In a recent meta analysis of antihypertensive therapy in pregnancy it has been suggested that lowering the blood pressure is associated with a reduction in fetal birth weight. The researchers postulated that this was due to poor placental perfusion. However, they could not rule out specific drug effects. The question "which levels of blood pressure require treatment in pregnancy?" still needs to be answered.

Once a clinician has decided to start treatment then it is clear that there are 2 main antihypertensive drugs from which to choose. The first is Methyldopa which has a long track record and is known to be safe. However, in a significant number of women, it causes severe side effects necessitating replacing it with another drug. This has led to the use of Labetalol as an alternative first line agent. This drug also has a good safety profile in pregnancy. The second line agent of choice is Nifedipine and although this drug is not licensed for use in pregnancy it has been used for many years by obstetricians with good effect.

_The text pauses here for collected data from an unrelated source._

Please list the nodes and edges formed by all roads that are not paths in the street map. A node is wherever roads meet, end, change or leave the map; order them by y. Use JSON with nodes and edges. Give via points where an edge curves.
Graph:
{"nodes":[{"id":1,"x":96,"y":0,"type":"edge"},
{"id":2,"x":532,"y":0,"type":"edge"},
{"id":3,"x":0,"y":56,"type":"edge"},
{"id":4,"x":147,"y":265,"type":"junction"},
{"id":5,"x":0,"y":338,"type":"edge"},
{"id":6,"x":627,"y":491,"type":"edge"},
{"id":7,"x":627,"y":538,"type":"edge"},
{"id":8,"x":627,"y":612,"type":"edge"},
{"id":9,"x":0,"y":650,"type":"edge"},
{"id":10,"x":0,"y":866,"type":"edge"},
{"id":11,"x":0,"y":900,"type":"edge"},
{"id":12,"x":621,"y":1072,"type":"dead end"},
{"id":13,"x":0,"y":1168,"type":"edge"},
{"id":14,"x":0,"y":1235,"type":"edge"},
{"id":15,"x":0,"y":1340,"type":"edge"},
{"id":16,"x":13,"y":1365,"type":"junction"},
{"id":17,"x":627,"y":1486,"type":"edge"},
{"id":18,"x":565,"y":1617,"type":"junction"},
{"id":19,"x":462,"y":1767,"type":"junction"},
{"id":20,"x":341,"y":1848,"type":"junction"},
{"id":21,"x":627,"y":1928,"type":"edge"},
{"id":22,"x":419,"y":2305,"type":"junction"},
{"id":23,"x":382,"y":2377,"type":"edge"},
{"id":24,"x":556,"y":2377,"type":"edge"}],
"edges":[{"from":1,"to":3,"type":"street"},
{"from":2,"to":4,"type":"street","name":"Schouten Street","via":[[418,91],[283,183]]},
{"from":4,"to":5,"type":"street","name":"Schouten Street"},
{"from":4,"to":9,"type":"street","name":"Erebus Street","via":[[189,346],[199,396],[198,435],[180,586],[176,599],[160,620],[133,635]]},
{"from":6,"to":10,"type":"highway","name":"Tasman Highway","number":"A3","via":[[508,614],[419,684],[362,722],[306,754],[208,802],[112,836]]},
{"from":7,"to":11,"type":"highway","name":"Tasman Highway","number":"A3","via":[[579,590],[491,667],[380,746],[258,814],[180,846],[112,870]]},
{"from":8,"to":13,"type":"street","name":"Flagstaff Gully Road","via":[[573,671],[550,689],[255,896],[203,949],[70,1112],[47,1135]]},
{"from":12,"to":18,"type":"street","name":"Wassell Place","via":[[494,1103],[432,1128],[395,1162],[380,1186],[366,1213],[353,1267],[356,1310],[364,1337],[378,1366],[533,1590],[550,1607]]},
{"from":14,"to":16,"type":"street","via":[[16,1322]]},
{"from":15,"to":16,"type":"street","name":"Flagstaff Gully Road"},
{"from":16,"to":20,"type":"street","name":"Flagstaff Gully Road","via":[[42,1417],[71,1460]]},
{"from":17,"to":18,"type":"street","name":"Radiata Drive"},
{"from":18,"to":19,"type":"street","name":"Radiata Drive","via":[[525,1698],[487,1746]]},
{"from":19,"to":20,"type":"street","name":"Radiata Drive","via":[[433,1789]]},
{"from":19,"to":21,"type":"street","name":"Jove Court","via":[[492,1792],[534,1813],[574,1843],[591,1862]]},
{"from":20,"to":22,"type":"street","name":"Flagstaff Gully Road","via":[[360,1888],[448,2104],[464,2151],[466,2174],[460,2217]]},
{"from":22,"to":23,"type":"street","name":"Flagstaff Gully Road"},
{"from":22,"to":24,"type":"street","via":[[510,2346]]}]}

In the acute situation Hydralazine has traditionally been the drug of choice to control high blood pressure. However recent data has suggested that oral Nifedipine may be just as effective in controlling severe hypertension although there is a theoretical problem when this drug is combined with magnesium sulphate resulting in precipitate falls of blood pressure. If this does occur there may be a consequent reduction in the placental flow causing fetal distress.